REQUIREMENT: In the material below, find every line containing "hand" and copy that line.

(SOURCE INFORMATION)

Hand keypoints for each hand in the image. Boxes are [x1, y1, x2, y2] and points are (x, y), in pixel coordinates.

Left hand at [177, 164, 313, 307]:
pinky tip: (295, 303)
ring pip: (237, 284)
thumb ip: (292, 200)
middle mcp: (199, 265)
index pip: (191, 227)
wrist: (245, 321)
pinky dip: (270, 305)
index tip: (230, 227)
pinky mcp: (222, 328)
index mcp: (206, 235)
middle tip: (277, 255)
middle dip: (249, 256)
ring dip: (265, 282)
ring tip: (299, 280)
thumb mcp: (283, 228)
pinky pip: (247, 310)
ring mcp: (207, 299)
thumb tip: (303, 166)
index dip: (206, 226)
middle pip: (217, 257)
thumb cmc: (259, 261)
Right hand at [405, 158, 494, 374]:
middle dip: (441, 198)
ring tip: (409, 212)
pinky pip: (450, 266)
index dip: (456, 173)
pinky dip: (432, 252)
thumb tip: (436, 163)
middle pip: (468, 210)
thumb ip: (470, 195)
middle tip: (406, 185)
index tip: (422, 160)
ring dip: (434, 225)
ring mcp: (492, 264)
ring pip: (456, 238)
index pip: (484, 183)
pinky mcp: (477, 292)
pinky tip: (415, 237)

(End SOURCE INFORMATION)
(SOURCE INFORMATION)

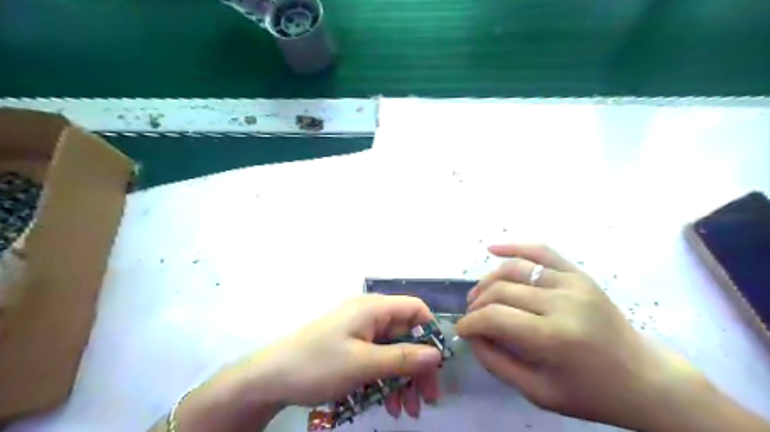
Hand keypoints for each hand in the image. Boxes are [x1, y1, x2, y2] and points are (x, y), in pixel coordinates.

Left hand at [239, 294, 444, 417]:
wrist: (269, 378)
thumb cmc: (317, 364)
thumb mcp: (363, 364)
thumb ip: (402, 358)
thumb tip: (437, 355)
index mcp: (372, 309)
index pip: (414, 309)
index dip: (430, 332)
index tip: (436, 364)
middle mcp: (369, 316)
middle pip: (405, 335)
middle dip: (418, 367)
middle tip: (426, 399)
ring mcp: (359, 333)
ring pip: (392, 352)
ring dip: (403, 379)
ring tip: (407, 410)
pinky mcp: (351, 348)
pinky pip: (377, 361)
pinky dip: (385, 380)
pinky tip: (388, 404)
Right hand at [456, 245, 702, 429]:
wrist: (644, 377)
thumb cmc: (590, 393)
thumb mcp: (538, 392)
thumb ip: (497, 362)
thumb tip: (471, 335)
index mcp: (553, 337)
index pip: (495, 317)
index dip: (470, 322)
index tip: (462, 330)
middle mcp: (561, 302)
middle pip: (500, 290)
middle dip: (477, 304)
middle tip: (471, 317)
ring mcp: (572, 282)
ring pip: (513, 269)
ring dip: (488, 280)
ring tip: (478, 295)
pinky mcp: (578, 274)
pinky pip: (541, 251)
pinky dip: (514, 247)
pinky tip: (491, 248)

(End SOURCE INFORMATION)

SOLUTION:
Hand keypoints for each hand in the image. Boxes are [x1, y1, x2, y2] and points are (x, y), in pixel coordinates.
Left hand at [177, 164, 313, 307]:
Right hand at [405, 158, 494, 374]:
Hand keypoints for each hand in the image. Boxes are [x1, y1, x2, y2] and points are (x, y), in pixel coordinates.
Left hand at [239, 294, 444, 417]:
Right hand at [456, 245, 702, 429]:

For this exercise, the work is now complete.